Since the early years of radiation therapy it has been appreciated that the biological effect of a given physical absorbed dose of ionizing radiation depends on how this dose is distributed over time. For many years, the differential response of tumours and normal tissues to changes in dose-time fractionation appeared to be the most important means of improving the therapeutic ratio. Mathematical models – often referred to as bioeffect models – were first introduced in the 1920s with the aim of quantifying the biological effect of dose-fractionation schedules on tumour control and normal-tissue side-effects. As discussed in Chapter 8, the linear-quadratic (LQ) model was introduced around 1980 and has gradually become

the model of choice for bioeffect estimation in radiotherapy. In the beginning, the use of the LQ model was conceptually linked to the target-cell hypothesis. However, there is increasing evidence that many late effects, and even some early effects, of radiation therapy are not directly related to simple killing of a defined population of target cells (see Chapter 13, and Bentzen, 2006).
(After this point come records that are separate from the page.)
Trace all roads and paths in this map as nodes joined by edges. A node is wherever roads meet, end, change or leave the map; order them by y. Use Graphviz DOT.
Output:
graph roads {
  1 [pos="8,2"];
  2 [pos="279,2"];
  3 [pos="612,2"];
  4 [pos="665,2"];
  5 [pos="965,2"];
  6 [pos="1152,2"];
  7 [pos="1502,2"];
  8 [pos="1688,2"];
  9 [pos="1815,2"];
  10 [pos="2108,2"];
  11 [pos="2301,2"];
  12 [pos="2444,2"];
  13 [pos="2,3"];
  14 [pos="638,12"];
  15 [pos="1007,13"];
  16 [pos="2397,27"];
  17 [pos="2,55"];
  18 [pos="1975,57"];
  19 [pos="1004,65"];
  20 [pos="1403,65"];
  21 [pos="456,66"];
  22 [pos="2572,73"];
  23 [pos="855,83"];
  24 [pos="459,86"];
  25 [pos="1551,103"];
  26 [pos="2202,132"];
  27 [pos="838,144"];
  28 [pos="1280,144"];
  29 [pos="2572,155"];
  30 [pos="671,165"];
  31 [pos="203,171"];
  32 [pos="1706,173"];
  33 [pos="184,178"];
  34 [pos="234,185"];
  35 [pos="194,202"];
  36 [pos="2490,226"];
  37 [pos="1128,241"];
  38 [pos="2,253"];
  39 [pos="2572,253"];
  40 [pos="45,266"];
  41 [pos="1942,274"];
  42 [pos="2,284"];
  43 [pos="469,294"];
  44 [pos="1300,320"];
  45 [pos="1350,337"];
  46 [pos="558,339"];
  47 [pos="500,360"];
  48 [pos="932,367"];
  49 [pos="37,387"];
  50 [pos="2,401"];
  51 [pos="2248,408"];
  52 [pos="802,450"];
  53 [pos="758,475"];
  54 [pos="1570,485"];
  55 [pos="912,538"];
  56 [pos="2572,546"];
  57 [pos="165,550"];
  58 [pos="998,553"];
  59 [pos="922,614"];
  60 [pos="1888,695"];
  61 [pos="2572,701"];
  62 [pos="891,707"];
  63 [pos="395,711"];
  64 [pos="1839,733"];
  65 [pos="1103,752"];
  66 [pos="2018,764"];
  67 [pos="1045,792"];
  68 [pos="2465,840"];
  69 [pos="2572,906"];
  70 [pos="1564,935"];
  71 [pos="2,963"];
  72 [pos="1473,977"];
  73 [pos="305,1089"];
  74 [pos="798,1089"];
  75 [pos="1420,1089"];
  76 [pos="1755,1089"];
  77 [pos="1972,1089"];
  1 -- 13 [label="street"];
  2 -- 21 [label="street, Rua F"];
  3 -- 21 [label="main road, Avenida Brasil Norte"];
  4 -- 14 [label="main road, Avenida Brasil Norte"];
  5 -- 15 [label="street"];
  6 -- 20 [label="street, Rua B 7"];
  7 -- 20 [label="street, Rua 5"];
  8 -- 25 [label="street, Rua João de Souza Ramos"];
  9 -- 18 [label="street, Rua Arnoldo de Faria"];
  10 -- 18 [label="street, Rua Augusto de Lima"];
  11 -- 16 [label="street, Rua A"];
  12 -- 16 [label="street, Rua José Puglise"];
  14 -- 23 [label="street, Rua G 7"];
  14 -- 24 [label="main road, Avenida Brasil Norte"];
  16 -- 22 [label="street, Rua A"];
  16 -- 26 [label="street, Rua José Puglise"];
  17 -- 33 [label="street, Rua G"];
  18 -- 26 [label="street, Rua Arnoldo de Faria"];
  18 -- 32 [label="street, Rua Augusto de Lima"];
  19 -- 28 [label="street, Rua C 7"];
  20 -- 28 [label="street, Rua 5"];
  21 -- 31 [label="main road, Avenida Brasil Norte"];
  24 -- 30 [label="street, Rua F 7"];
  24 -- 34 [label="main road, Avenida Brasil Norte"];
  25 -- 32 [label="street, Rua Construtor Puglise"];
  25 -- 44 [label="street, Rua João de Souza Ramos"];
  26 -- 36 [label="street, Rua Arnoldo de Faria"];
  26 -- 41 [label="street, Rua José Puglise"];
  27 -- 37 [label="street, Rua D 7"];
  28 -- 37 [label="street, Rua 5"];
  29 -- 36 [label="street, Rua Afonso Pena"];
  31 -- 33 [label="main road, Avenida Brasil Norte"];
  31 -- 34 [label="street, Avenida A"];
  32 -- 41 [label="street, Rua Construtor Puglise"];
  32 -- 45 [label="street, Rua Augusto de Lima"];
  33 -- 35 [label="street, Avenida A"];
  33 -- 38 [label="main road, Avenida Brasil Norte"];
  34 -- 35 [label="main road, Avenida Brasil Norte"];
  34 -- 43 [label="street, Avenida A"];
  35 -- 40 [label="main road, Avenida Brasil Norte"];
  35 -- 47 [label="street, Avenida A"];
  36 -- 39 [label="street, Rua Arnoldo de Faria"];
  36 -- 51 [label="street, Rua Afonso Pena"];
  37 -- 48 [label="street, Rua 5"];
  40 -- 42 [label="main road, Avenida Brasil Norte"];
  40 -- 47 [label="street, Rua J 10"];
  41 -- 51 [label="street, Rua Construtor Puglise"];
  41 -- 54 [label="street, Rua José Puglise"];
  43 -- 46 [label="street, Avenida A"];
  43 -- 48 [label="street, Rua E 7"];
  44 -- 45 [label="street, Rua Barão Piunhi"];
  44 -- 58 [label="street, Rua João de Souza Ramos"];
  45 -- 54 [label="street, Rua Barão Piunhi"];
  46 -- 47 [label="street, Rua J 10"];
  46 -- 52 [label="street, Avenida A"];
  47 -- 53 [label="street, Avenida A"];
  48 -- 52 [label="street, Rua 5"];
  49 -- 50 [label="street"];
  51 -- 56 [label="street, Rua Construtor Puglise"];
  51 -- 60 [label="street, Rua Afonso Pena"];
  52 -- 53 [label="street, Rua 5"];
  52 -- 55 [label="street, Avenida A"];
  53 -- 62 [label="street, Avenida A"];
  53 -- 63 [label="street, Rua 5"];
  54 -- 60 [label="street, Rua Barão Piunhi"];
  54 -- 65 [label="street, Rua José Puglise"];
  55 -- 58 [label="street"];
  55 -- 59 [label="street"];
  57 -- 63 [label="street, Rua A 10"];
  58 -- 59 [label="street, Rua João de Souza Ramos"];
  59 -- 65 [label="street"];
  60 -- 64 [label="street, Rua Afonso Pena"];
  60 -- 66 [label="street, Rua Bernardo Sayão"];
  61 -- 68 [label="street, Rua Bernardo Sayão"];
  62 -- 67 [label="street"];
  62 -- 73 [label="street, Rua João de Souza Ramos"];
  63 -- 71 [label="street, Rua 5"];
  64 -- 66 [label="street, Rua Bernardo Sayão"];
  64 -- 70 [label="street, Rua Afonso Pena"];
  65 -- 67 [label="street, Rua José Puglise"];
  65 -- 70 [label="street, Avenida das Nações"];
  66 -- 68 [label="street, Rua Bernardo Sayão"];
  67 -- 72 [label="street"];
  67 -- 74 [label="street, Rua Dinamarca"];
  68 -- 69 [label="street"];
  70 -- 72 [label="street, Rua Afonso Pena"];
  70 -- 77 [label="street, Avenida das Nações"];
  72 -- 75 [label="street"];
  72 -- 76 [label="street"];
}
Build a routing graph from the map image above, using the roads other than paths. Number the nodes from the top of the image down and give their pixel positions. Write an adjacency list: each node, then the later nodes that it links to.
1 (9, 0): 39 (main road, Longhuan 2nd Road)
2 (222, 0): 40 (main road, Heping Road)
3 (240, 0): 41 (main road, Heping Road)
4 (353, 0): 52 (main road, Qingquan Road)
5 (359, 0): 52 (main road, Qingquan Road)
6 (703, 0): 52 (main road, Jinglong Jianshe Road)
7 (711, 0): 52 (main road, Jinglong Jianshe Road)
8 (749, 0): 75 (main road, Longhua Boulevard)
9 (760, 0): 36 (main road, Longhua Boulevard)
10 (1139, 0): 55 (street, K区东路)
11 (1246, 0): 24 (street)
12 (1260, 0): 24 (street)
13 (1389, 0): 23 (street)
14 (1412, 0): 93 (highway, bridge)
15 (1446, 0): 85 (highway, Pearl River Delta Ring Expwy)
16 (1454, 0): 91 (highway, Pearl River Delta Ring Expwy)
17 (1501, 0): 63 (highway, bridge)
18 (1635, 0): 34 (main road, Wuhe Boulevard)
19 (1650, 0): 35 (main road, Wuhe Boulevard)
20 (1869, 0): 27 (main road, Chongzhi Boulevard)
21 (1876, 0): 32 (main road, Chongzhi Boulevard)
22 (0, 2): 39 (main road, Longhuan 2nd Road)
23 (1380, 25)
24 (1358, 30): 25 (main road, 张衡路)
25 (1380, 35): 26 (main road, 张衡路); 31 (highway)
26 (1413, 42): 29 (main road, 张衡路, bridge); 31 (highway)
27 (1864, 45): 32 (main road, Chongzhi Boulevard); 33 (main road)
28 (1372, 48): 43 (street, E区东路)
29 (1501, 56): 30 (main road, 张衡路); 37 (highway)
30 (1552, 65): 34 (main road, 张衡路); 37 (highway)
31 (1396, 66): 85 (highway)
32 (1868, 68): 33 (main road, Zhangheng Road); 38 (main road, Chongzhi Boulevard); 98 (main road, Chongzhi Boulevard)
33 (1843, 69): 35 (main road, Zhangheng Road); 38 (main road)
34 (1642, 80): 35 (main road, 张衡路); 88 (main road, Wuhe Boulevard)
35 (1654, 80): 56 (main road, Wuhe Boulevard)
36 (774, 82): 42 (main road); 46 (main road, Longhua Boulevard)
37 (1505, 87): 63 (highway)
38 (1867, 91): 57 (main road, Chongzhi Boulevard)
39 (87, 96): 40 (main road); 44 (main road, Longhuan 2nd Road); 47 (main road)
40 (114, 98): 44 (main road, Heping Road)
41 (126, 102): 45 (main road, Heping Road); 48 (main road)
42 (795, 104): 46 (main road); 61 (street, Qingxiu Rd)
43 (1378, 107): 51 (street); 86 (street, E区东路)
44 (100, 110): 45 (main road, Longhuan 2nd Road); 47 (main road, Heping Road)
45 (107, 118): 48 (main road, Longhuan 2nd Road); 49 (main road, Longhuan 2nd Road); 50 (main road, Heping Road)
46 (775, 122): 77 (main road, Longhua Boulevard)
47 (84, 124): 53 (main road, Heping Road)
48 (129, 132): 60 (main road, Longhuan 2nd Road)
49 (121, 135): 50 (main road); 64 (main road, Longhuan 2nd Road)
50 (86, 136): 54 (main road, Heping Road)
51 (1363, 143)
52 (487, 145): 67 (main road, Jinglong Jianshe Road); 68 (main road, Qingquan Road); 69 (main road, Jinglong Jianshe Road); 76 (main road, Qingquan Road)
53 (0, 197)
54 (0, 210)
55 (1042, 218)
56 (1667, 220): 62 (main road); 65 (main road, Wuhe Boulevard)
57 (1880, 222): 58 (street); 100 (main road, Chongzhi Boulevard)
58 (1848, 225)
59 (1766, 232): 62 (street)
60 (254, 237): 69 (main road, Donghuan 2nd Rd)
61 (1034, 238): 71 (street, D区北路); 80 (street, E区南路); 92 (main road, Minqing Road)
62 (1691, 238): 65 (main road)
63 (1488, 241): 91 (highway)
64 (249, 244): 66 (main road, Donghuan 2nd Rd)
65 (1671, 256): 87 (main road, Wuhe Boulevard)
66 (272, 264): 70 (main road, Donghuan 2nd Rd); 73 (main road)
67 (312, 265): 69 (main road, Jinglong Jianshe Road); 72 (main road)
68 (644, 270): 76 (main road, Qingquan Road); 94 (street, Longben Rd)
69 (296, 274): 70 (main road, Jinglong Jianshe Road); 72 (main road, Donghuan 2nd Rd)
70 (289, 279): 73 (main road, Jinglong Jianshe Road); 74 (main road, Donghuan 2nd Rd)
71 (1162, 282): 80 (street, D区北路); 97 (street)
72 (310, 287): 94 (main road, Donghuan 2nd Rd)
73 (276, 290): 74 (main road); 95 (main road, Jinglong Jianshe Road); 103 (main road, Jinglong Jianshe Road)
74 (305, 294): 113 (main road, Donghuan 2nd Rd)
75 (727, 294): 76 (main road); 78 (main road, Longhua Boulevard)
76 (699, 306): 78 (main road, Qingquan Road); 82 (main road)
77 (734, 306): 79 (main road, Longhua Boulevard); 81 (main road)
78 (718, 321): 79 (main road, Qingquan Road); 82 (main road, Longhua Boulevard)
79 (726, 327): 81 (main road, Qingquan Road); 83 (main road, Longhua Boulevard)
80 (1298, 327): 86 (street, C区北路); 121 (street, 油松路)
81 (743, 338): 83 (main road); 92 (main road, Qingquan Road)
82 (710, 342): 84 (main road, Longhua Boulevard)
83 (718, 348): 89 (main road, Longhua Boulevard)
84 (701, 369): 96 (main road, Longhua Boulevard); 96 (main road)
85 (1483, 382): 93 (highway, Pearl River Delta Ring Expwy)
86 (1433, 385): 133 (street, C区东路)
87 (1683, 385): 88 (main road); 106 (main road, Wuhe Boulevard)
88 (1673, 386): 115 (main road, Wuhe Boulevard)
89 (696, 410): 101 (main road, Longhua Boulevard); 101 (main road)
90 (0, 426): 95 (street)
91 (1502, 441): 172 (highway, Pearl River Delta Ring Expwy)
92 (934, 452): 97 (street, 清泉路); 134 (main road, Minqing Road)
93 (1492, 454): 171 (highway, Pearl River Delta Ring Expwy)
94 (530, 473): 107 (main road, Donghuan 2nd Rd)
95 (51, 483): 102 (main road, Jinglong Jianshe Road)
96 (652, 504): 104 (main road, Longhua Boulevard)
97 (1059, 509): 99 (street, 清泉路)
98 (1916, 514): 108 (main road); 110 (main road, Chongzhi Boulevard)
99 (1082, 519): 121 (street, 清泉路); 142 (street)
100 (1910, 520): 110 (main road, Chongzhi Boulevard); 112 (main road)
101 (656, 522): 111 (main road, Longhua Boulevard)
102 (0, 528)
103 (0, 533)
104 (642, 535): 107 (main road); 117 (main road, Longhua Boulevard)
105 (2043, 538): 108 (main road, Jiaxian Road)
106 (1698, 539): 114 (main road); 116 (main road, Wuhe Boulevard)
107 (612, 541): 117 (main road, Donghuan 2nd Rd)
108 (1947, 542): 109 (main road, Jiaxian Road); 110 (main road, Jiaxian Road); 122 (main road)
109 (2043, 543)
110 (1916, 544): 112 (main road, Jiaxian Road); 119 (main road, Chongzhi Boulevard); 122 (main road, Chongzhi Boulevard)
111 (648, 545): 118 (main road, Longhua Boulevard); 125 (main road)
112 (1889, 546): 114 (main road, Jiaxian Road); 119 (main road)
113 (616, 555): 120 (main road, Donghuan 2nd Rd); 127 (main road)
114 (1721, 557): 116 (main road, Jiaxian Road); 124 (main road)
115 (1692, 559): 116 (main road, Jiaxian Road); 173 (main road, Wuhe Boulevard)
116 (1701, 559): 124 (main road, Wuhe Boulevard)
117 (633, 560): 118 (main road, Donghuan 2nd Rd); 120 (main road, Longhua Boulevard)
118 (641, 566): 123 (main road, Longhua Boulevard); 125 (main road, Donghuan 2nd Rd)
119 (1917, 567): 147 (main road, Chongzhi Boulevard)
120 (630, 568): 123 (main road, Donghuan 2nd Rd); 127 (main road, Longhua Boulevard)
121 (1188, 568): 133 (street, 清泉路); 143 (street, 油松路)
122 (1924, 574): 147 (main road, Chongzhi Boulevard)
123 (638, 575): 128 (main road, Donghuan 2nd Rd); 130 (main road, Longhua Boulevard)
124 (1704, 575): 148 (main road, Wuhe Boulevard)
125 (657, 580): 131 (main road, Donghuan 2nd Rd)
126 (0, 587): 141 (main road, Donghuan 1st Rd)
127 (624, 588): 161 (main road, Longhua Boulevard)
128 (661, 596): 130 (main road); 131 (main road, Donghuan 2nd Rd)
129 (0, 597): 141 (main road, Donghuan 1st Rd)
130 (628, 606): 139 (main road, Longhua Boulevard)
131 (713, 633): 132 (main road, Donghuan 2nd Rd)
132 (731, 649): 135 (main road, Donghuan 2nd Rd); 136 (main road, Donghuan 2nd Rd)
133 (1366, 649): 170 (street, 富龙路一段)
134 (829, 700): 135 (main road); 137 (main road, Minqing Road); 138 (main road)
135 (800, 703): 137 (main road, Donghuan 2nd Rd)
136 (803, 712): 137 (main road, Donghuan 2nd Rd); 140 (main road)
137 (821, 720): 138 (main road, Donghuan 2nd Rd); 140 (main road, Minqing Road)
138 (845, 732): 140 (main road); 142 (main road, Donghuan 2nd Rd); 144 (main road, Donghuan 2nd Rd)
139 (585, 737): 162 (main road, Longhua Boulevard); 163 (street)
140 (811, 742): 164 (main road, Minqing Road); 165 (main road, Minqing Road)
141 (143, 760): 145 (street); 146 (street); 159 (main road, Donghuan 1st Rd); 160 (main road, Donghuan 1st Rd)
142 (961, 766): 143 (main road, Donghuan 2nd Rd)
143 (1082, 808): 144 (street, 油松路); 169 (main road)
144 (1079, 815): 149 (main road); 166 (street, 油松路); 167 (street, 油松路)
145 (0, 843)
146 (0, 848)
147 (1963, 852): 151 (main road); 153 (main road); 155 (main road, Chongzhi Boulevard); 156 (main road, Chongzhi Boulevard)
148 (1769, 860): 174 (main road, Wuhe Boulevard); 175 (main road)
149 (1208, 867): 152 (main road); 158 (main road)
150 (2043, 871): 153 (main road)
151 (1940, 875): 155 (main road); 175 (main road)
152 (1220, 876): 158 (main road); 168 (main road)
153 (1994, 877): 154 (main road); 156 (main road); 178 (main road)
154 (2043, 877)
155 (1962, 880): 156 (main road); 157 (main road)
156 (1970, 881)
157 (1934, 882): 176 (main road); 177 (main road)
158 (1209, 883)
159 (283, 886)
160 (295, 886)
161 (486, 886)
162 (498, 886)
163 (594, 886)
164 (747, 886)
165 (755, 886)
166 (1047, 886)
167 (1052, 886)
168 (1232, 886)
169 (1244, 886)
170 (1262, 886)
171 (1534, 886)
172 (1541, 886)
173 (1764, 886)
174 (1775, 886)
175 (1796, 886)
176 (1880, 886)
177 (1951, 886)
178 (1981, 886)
The most prevalent current view is that the LQ approach represents an approximate, pragmatic method for converting dose-time fractionation schedules into a biologically effective dose. The LQ model has a limited range of applicability, and extrapolations outside the range of available data should only be performed with the greatest care. Model parameters should be estimated from clinical observations and their statistical precision should be taken into account when used to estimate the biological effect of a given schedule.